APF blocking tracerts question

htmlcoder · 03-05-2005, 12:17 PM

Hi:
I noticed that once installed, APF blocks all tracerts to a domain by default. Is this a good idea in all cases, and how can I configure APF to allow tracerts instead?

Capt_Caveman · 03-05-2005, 02:08 PM

Just like most networking tools (like ping for example) they have a good and bad side depending on what you're trying to use them for. Traceroute is extremely usefull in diagnosing networking errors, but at the same time can be used for hostile information gathering about your network topology.
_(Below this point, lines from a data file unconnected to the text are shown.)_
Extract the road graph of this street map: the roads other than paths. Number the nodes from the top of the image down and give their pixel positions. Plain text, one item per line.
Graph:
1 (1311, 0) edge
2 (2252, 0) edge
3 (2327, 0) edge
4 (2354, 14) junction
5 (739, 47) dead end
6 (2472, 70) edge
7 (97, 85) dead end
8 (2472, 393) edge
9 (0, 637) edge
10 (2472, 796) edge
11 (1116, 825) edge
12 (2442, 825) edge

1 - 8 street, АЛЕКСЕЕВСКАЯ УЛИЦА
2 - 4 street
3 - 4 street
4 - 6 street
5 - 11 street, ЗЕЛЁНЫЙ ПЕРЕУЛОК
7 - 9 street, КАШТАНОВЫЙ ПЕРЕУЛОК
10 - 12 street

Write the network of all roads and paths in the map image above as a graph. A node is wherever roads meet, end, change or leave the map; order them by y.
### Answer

So it's a question of which one is more of a priority to you. If you decide to enable traceroute, (I'm not that familiar with APF, but I'd start by checking out the options in the /etc/apf/conf.apf.
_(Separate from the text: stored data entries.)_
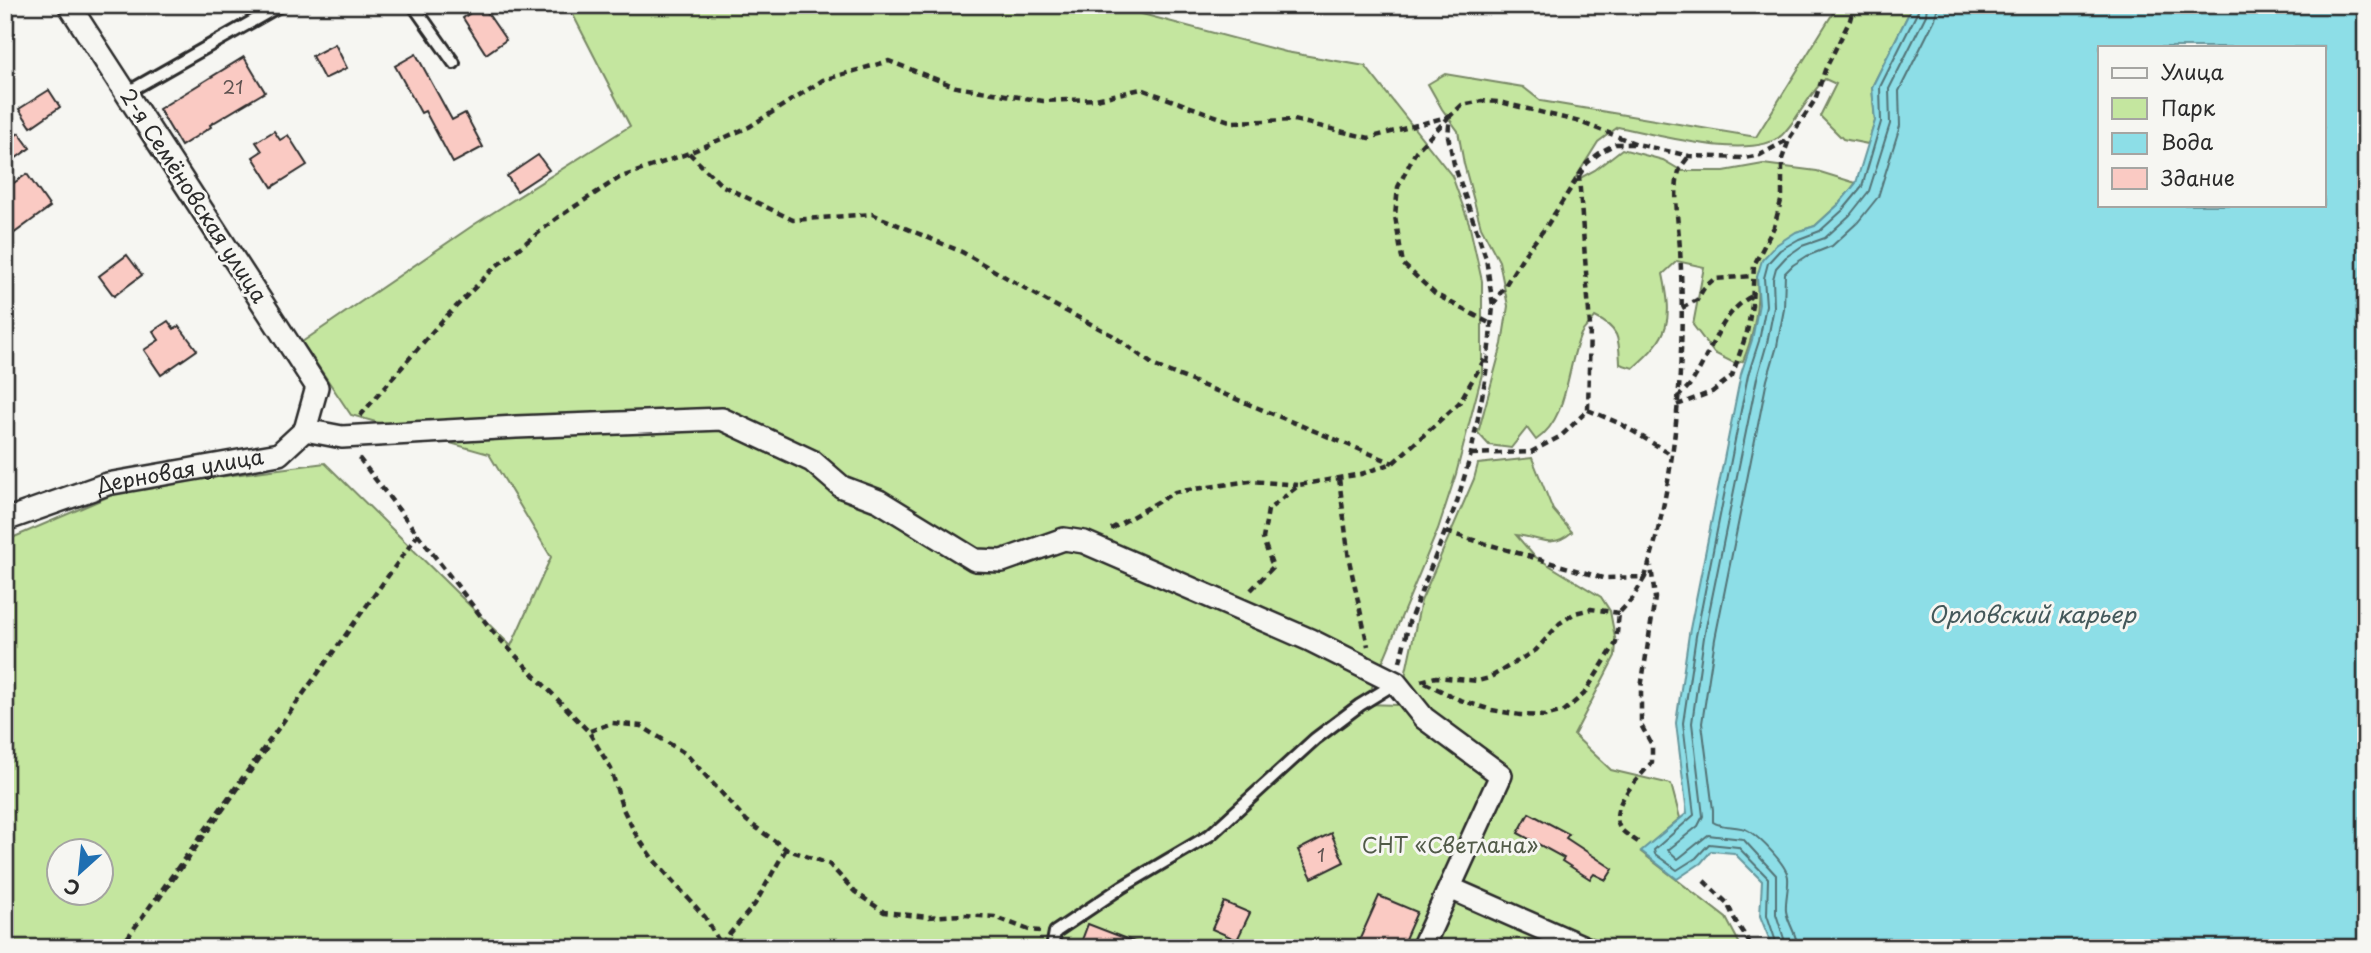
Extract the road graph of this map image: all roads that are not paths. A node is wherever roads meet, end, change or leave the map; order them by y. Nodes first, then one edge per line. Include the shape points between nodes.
1 (69, 5) edge
2 (281, 5) edge
3 (413, 5) edge
4 (454, 63) dead end
5 (126, 93) junction
6 (305, 430) junction
7 (5, 520) edge
8 (1396, 682) junction
9 (1450, 888) junction
10 (1052, 948) edge
11 (1422, 948) edge
12 (1586, 948) edge

1 - 5 street, 2-я Семёновская улица
2 - 5 lane
3 - 4 lane
5 - 6 street, 2-я Семёновская улица via 317,387
6 - 7 street, Дерновая улица via 279,454 107,484
6 - 8 street via 342,437 722,419 812,461 842,487 879,501 975,559 1002,561 1064,539 1084,542
8 - 9 street via 1424,718 1501,775
8 - 10 lane via 1315,739 1210,835 1055,932
9 - 11 street
9 - 12 street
-Nw- neX · 03-06-2005, 09:36 AM

if you want to block the packet anyhow, you can always look into using a tool like 'hping'. it allows you to run traceroute on spesific ports.

Code:

 # hping -T -p 25 smtp.gmail.com
HPING smtp.gmail.com (eth1 64.233.171.109): NO FLAGS are set, 40 headers + 0 data bytes

[[ hops removed ]]

hop=15 TTL 0 during transit from ip=216.239.46.53 name=UNKNOWN   
hop=15 hoprtt=74.3 ms
hop=16 TTL 0 during transit from ip=216.239.46.44 name=UNKNOWN   
hop=16 hoprtt=73.8 ms
hop=17 TTL 0 during transit from ip=216.239.46.146 name=UNKNOWN   
hop=17 hoprtt=77.9 ms
hop=18 TTL 0 during transit from ip=216.239.46.78 name=UNKNOWN   
hop=18 hoprtt=80.4 ms
len=46 ip=64.233.171.109 ttl=241 id=65074 sport=25 flags=R seq=18 win=8201 rtt=74.3 ms
len=46 ip=64.233.171.109 ttl=241 id=14412 sport=25 flags=R seq=19 win=8201 rtt=76.6 ms
len=46 ip=64.233.171.109 ttl=241 id=25190 sport=25 flags=R seq=20 win=8201 rtt=77.2 ms
len=46 ip=64.233.171.109 ttl=241 id=12159 sport=25 flags=R seq=21 win=8201 rtt=77.5 ms

--- smtp.gmail.com hping statistic ---
22 packets tramitted, 22 packets received, 0% packet loss
round-trip min/avg/max = 18.1/53.3/80.4 ms

hping is VERY useful for diagnosing port connection problems.